Sandberg makes it clear she knows that most women (not to mention men) lack her advantages, but she fails to realize that telling most women to have more confidence is a form of blaming the victim. Still, by documenting the myriad ways our society tells girls and women to doubt themselves, she is raising the consciousness of her business class readers whose life experience is least burdened with worries for themselves, their wives or their daughters' futures.

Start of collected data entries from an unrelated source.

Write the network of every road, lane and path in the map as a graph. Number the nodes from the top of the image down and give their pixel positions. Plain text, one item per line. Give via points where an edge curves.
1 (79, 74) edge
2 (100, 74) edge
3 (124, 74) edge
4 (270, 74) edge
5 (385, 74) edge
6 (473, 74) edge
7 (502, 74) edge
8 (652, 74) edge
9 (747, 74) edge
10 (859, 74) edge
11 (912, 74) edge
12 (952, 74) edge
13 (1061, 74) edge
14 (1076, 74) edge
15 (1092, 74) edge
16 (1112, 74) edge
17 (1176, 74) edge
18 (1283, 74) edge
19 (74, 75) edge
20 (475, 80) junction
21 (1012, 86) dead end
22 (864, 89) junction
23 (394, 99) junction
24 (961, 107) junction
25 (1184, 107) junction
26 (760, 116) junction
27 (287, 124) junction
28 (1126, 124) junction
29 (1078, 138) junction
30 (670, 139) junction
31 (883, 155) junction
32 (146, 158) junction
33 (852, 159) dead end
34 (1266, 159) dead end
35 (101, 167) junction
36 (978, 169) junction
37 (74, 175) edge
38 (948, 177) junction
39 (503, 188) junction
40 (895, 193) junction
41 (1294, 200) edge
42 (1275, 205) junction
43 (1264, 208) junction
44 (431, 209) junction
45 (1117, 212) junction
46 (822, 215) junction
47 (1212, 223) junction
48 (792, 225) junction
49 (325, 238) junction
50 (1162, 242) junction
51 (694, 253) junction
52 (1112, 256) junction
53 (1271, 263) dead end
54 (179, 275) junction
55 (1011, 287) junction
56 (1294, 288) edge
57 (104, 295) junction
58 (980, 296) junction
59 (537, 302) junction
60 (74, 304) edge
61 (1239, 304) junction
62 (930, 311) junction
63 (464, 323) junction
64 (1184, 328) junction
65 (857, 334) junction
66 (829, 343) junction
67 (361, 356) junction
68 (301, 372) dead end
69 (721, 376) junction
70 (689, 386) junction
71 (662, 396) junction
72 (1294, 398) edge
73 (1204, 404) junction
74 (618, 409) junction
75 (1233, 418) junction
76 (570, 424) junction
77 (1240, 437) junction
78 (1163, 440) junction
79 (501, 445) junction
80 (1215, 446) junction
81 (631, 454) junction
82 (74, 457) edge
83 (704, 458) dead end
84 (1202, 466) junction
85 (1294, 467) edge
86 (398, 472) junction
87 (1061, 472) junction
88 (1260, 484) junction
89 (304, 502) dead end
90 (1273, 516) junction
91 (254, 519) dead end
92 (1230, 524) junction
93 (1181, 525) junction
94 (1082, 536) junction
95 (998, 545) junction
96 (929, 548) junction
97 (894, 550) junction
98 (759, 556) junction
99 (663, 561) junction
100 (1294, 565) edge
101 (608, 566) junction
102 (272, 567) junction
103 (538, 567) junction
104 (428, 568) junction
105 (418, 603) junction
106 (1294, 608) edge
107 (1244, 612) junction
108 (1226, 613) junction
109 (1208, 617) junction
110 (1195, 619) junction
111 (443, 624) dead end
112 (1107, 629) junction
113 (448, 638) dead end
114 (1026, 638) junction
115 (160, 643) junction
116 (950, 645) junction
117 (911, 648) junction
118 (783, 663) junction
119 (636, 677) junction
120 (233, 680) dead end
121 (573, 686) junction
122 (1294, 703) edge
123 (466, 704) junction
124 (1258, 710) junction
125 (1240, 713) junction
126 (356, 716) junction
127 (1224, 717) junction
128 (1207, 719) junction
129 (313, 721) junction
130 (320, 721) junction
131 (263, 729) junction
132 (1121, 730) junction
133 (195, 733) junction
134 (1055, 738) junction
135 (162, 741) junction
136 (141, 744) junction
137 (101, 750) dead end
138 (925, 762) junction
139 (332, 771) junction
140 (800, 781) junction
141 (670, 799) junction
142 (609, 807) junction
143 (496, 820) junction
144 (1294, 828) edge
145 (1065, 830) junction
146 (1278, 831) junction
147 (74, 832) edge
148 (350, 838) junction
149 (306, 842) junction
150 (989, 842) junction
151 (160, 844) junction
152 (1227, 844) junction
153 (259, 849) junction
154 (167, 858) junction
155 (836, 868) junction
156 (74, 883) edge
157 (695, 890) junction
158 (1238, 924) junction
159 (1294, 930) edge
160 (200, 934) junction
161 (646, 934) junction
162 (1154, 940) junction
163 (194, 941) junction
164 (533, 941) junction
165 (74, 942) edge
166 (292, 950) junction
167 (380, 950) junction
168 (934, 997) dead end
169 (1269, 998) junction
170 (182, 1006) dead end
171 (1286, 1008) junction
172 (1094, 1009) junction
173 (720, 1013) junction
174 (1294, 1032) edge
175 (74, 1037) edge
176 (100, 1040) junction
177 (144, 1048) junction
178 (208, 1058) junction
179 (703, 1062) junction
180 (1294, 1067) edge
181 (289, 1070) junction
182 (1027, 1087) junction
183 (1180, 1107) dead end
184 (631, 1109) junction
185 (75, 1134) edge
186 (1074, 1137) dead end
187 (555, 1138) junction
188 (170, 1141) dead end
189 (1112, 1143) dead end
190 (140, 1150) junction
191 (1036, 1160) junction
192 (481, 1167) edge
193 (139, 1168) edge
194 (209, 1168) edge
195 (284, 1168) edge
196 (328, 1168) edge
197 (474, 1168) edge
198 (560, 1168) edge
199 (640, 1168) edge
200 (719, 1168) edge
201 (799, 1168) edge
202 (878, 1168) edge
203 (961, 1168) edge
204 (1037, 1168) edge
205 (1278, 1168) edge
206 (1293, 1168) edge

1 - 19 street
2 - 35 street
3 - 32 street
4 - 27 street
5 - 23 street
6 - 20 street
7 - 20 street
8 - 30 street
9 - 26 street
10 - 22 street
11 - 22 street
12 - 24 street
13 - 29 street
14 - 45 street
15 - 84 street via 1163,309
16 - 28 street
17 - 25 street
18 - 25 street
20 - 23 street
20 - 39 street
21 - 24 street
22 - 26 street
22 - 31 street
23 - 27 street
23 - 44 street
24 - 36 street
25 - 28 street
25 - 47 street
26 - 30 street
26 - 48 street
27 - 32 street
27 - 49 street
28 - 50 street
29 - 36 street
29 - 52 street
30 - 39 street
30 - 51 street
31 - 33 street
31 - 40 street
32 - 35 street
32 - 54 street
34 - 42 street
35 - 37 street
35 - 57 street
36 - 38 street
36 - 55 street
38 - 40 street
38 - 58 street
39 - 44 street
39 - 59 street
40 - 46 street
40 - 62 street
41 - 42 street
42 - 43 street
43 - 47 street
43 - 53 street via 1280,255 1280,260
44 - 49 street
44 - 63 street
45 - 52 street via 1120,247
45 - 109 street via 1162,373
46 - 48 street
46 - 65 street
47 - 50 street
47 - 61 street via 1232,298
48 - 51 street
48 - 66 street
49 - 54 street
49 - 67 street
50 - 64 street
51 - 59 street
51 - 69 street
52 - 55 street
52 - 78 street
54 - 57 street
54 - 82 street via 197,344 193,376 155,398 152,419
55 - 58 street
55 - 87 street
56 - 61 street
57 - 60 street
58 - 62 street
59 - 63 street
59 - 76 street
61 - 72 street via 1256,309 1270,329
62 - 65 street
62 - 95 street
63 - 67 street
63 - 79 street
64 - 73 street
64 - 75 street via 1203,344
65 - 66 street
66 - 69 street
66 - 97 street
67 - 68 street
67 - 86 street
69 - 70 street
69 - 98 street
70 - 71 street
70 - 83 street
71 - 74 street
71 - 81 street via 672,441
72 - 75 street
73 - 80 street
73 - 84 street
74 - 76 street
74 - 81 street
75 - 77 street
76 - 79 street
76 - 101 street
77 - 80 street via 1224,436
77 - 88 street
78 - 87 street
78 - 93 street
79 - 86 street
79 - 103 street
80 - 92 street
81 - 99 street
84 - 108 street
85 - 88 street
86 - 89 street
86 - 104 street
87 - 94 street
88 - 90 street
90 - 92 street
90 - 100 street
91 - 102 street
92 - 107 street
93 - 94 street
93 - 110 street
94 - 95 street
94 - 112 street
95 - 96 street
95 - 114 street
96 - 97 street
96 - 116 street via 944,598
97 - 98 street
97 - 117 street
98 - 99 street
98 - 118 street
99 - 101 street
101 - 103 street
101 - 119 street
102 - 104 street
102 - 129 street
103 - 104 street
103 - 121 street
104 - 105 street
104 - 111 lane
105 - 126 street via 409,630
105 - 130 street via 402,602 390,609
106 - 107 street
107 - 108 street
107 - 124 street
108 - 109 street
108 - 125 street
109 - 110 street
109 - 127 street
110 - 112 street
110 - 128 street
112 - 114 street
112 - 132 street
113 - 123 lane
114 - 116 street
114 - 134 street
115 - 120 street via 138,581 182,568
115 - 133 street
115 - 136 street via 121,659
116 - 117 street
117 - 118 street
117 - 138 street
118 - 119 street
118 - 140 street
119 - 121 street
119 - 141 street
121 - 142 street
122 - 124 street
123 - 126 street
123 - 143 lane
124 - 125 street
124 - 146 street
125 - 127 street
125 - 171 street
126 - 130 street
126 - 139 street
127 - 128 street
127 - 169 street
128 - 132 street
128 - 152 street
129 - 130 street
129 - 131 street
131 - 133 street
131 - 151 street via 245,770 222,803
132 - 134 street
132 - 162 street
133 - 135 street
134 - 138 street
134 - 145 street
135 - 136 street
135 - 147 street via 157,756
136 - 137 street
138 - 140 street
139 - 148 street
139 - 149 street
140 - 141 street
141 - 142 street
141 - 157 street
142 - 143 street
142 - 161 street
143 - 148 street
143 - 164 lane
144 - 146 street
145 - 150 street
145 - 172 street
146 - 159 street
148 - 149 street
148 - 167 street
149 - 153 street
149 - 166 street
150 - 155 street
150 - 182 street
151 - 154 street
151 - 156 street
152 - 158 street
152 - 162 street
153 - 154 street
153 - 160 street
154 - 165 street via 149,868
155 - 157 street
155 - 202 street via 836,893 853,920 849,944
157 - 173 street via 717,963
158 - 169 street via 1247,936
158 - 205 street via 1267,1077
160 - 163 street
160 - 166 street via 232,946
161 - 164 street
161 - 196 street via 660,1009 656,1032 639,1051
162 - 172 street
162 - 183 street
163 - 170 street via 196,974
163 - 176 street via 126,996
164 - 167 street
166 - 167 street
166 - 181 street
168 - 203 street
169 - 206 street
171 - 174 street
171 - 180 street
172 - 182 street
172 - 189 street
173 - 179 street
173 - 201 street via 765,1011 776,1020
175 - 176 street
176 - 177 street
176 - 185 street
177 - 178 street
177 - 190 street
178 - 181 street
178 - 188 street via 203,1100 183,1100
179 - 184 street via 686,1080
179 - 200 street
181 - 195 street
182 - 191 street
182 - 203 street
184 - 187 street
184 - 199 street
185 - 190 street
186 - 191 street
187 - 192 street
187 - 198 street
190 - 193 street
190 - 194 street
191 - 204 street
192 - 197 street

Sandberg speaks to business leaders in their own language and reveals the gritty realities: the importance of private space for pumping breast milk, convenient parking for pregnant ladies, and real assurance to applicants that the job and the respect that goes with it will still be there for them after they become parents.

 

Some of Sandberg's tips for women come across as condescending to those of us from a different culture, but she is right on when she points out that female leaders can reduce the “bitch” factor significantly by approaching matters with a communal, rather than individual perspective. No, it is not fair that even women don't like competitive women, but no matter how just it might be to show up that other guy in front of the boss, it is self-defeating. Rallying our team to outperform the others is something we can do, graciously even, and it can help counter the impression that upper management (even the women) don't find us likeable; if our team likes us that much, we are probably okay gals, after all.

Sandberg comes closest to saying something profound when she acknowledges how ignorant she was to disavow feminism, like so many of the best and brightest in her generation who thought they “would not need it.” But while she goes on to recognize the great achievements of feminist leaders, she overlooks the group consciousness raising volunteer culture of second wave feminism. Bella Abzug and Gloria Steinem could not have accomplished anything without the thousands of women who were willing to be called “man-hating, bra-burning, women's libbers,” rather than “the little woman.” [Disclosure: this author is an old feminist and proud of it.] This is not a book for the 99%; it will not move us in the direction of universal parental leave, affordable childcare, or serious enforcement of equal pay for equal work, but it is highly recommended reading for aspiring American businesswomen of a certain social class.